This repository introduces the Apollo Vision Network, a new 3D detection and occupancy prediction network for autonomous driving.
- We feed multi-camera images to the backbone network, and obtain the features of diffetrent camera views.
- Use Transformer encoder to generate the bev features.
- The encoder layer contains grid-shaped BEV queries, temporal self-attention, and spatial cross-attention.
- In spatial cross- attention, each BEV query only interacts with image features in the regions of interest.
- In temporal self-attention, each BEV query interacts with two features: the BEV queries at the current timestamp and the BEV features at the previous timestamp.
- Taking the BEV features as input, the multi-task head predicts the preception results.
- The 3D detection head predicts the 3D bounding box and the class probability like BEVFormer.
- The occupancy head first upsamples the BEV features to original resolution and then use linear layer to predict the occupancy probability of each voxel.
Our Apollo vision Net proposes several works as follows, significantly improving the performance of 3D detection and occupancy prediction.

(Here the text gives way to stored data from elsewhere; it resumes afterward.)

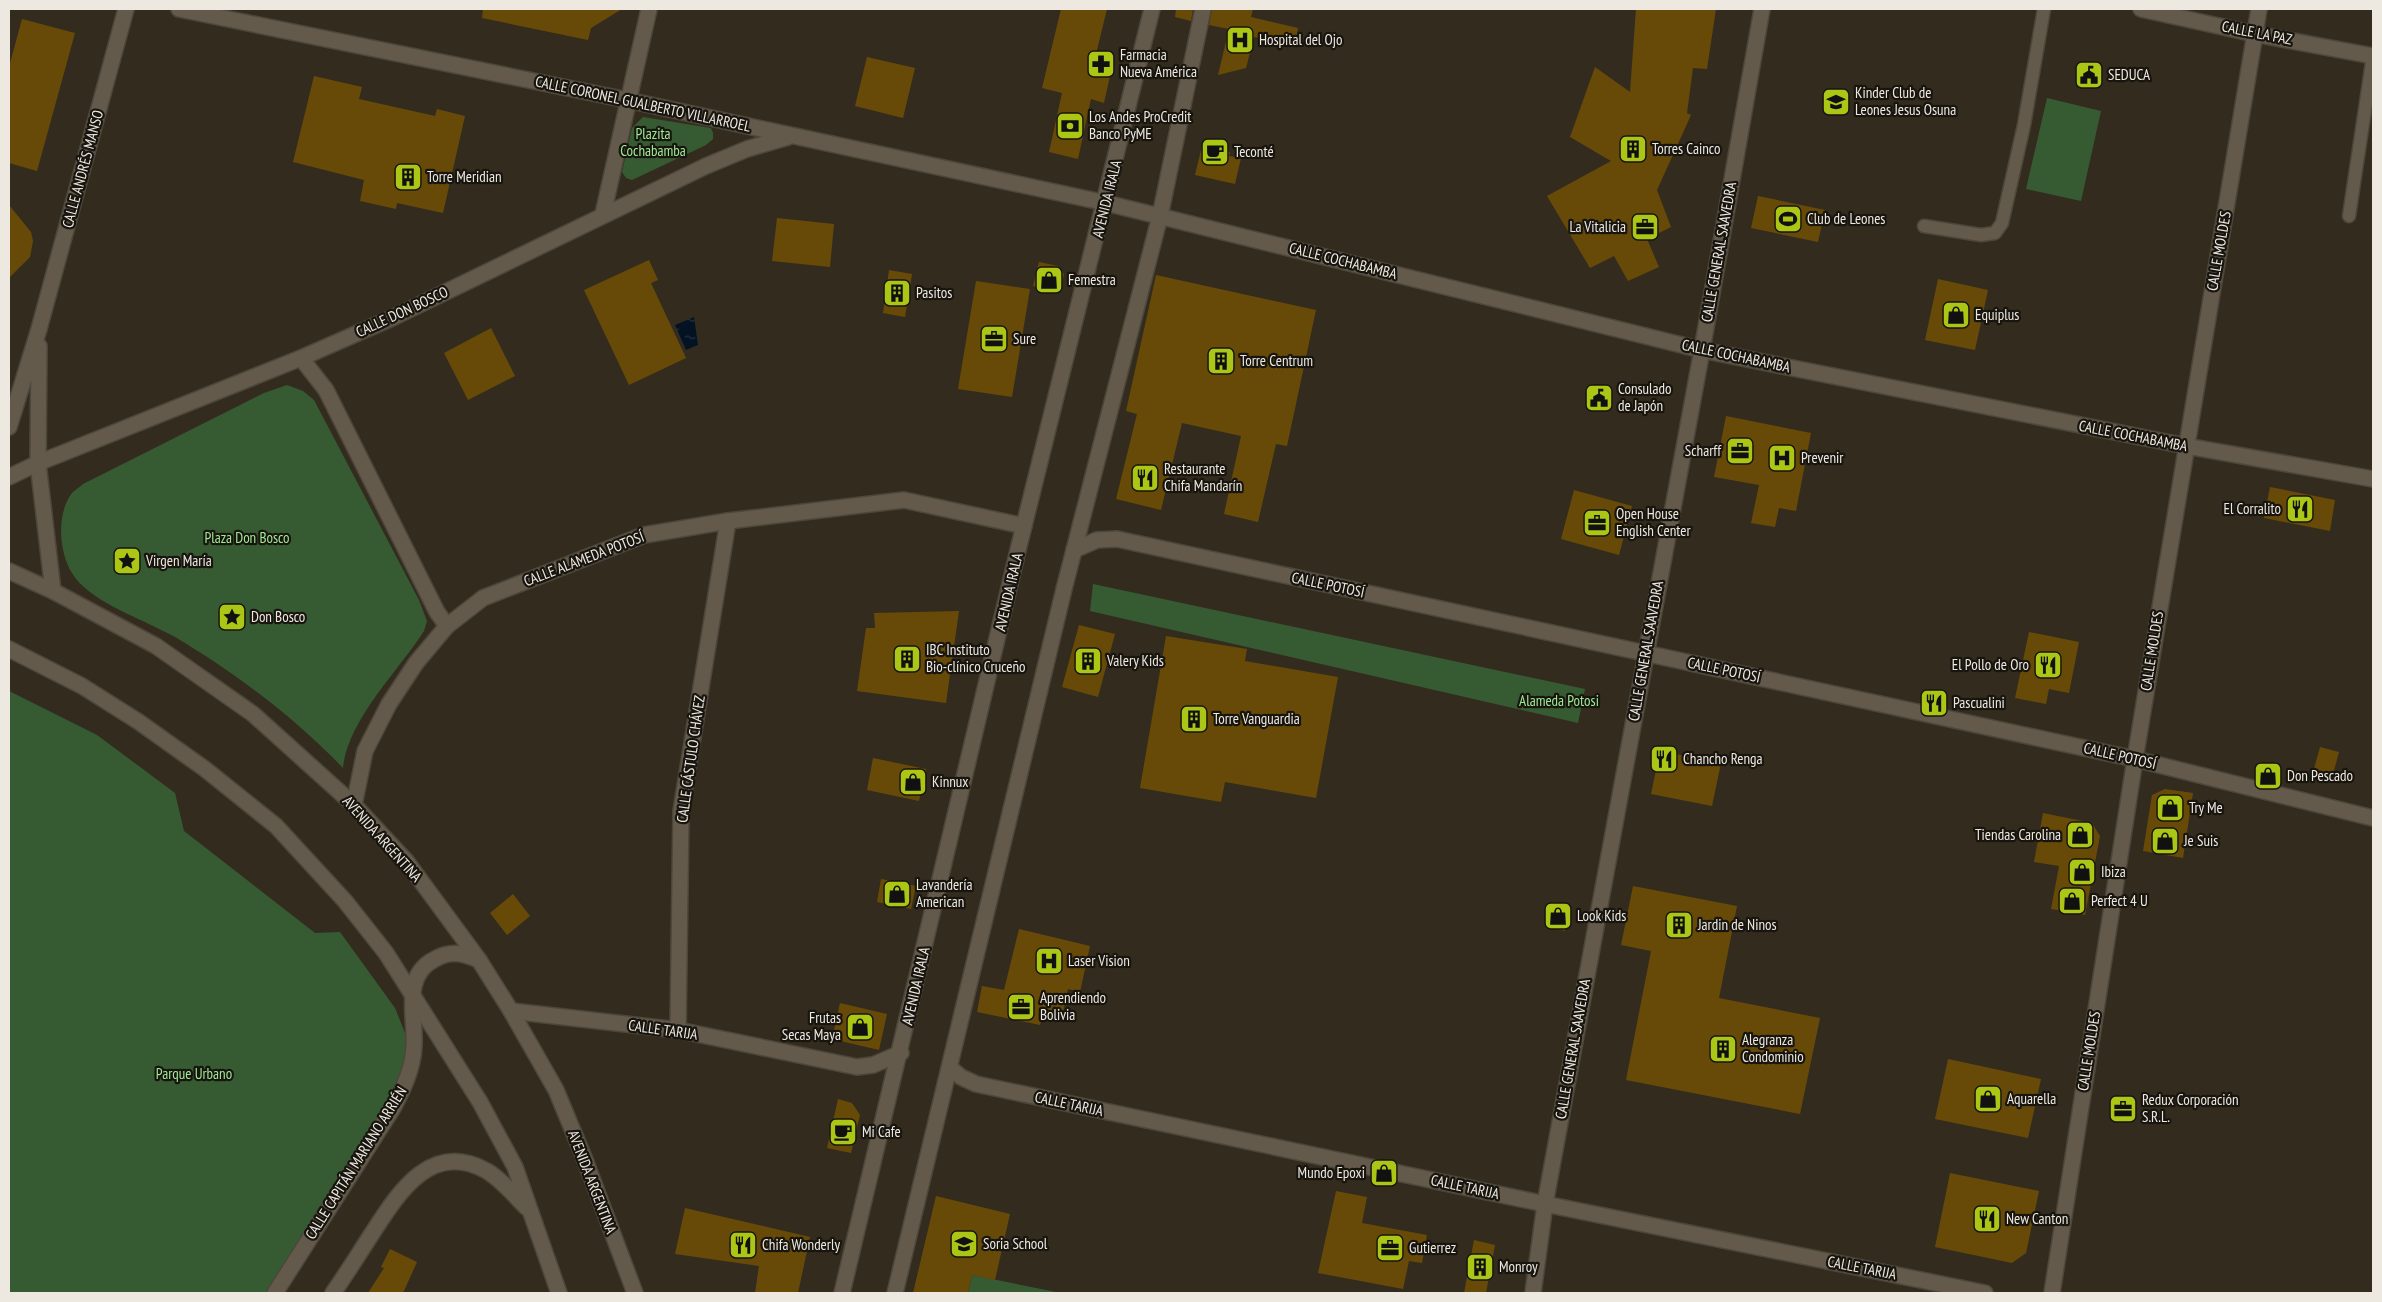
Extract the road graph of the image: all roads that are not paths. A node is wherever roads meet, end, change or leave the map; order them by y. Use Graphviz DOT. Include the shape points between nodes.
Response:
graph roads {
  1 [pos="126,9"];
  2 [pos="179,9"];
  3 [pos="648,9"];
  4 [pos="1152,9"];
  5 [pos="1203,9"];
  6 [pos="1762,9"];
  7 [pos="2044,9"];
  8 [pos="2141,9"];
  9 [pos="2259,9"];
  10 [pos="2255,34"];
  11 [pos="2373,56"];
  12 [pos="627,100"];
  13 [pos="789,136"];
  14 [pos="1106,203"];
  15 [pos="603,214"];
  16 [pos="1160,216"];
  17 [pos="2349,216"];
  18 [pos="1924,226"];
  19 [pos="39,329"];
  20 [pos="1702,350"];
  21 [pos="301,358"];
  22 [pos="9,427"];
  23 [pos="2186,446"];
  24 [pos="38,463"];
  25 [pos="9,477"];
  26 [pos="2373,479"];
  27 [pos="728,521"];
  28 [pos="1024,526"];
  29 [pos="1074,550"];
  30 [pos="9,572"];
  31 [pos="53,591"];
  32 [pos="447,626"];
  33 [pos="9,649"];
  34 [pos="1646,652"];
  35 [pos="2135,759"];
  36 [pos="354,806"];
  37 [pos="2373,818"];
  38 [pos="478,960"];
  39 [pos="412,994"];
  40 [pos="511,1011"];
  41 [pos="678,1030"];
  42 [pos="901,1053"];
  43 [pos="950,1068"];
  44 [pos="1545,1204"];
  45 [pos="530,1211"];
  46 [pos="275,1293"];
  47 [pos="333,1293"];
  48 [pos="558,1293"];
  49 [pos="635,1293"];
  50 [pos="842,1293"];
  51 [pos="895,1293"];
  52 [pos="1532,1293"];
  53 [pos="1985,1293"];
  54 [pos="2052,1293"];
  1 -- 19 [label="street, CALLE ANDRÉS MANSO"];
  2 -- 12 [label="street, CALLE CORONEL GUALBERTO VILLARROEL"];
  3 -- 12 [label="street"];
  4 -- 14 [label="street, AVENIDA IRALA"];
  5 -- 16 [label="street"];
  6 -- 20 [label="street, CALLE GENERAL SAAVEDRA"];
  7 -- 18 [label="lane" via="2024,125 2002,223 1995,233 1981,235"];
  8 -- 10 [label="street, CALLE LA PAZ"];
  9 -- 10 [label="street, CALLE MOLDES"];
  10 -- 11 [label="street, CALLE LA PAZ"];
  10 -- 23 [label="street, CALLE MOLDES"];
  11 -- 17 [label="lane"];
  12 -- 13 [label="street, CALLE CORONEL GUALBERTO VILLARROEL"];
  12 -- 15 [label="street"];
  13 -- 14 [label="street, CALLE CORONEL GUALBERTO VILLARROEL"];
  13 -- 15 [label="street, CALLE DON BOSCO" via="714,162"];
  14 -- 16 [label="street, CALLE COCHABAMBA"];
  14 -- 28 [label="street, AVENIDA IRALA"];
  15 -- 21 [label="street, CALLE DON BOSCO" via="392,318"];
  16 -- 20 [label="street, CALLE COCHABAMBA"];
  16 -- 29 [label="street"];
  19 -- 22 [label="street, CALLE ANDRÉS MANSO"];
  19 -- 24 [label="street, CALLE ANDRÉS MANSO"];
  20 -- 23 [label="street, CALLE COCHABAMBA"];
  20 -- 34 [label="street, CALLE GENERAL SAAVEDRA"];
  21 -- 24 [label="street, CALLE DON BOSCO"];
  21 -- 32 [label="street" via="326,390"];
  23 -- 26 [label="street, CALLE COCHABAMBA"];
  23 -- 35 [label="street, CALLE MOLDES"];
  24 -- 25 [label="street, CALLE DON BOSCO"];
  24 -- 31 [label="street, CALLE ANDRÉS MANSO"];
  27 -- 28 [label="street, CALLE ALAMEDA POTOSÍ" via="904,500"];
  27 -- 32 [label="street, CALLE ALAMEDA POTOSÍ" via="636,538 483,598"];
  27 -- 41 [label="street, CALLE CÁSTULO CHÁVEZ" via="682,811"];
  28 -- 42 [label="street, AVENIDA IRALA"];
  29 -- 34 [label="street, CALLE POTOSÍ" via="1097,540 1117,539"];
  29 -- 43 [label="street"];
  30 -- 31 [label="street, AVENIDA ARGENTINA"];
  31 -- 36 [label="street, AVENIDA ARGENTINA" via="156,646 253,714"];
  32 -- 36 [label="street, CALLE ALAMEDA POTOSÍ" via="416,663 389,704 365,750"];
  33 -- 39 [label="street" via="82,686 139,722 276,826 345,901 386,953"];
  34 -- 35 [label="street, CALLE POTOSÍ"];
  34 -- 44 [label="street, CALLE GENERAL SAAVEDRA"];
  35 -- 37 [label="street, CALLE POTOSÍ"];
  35 -- 54 [label="street, CALLE MOLDES"];
  36 -- 38 [label="street, AVENIDA ARGENTINA" via="407,862"];
  38 -- 39 [label="street" via="462,953 444,954 428,962 419,971"];
  38 -- 40 [label="street, AVENIDA ARGENTINA"];
  39 -- 45 [label="street" via="480,1102 515,1167"];
  39 -- 46 [label="street, CALLE CAPITÁN MARIANO ARRIÉN" via="414,1048 408,1080"];
  40 -- 41 [label="street, CALLE TARIJA"];
  40 -- 49 [label="street, AVENIDA ARGENTINA" via="556,1090"];
  41 -- 42 [label="street, CALLE TARIJA" via="856,1067 873,1065"];
  42 -- 50 [label="street, AVENIDA IRALA"];
  43 -- 44 [label="street, CALLE TARIJA" via="976,1084"];
  43 -- 51 [label="street"];
  44 -- 52 [label="street, CALLE GENERAL SAAVEDRA"];
  44 -- 53 [label="street, CALLE TARIJA"];
  45 -- 47 [label="street" via="486,1171 462,1162 436,1165 420,1172 394,1199"];
  45 -- 48 [label="street"];
}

- Image backbone: Replacing ResNet-50 with pre-trained DLA-34 using depth estimation data (Toyota DDAD15M) reduces model complexity while improving performance.
- Image neck: Replacing the single scale FPN network with a SecondFPN network improves the performance of the model.
- Detection head: Using GroupDETR instead of DETR significantly improves object detection performance without increasing time consumption.
- Occ head: Using low resolution bev queries (50 * 50) in the Transformer encoder, then upsampling to high resolution (200 * 200) in the occ head, significantly improve inference speed.
- OCC loss: Increase the weight of OCC focal loss from 1.0 to 10.0, introduce affinity loss and lovasz softmax loss, and significantly improve the miou of OCC detection.
Methods | 3d detection mAP | occupancy miou |
bevformer-tiny (2022 ECCV) | 25.2% | - |
- | 19.48% | |
Apollo-vision-Net (Ours) | 31.94% ($ \uparrow $ 6.74%) | 21.87% ($ \uparrow $ 2.39%) |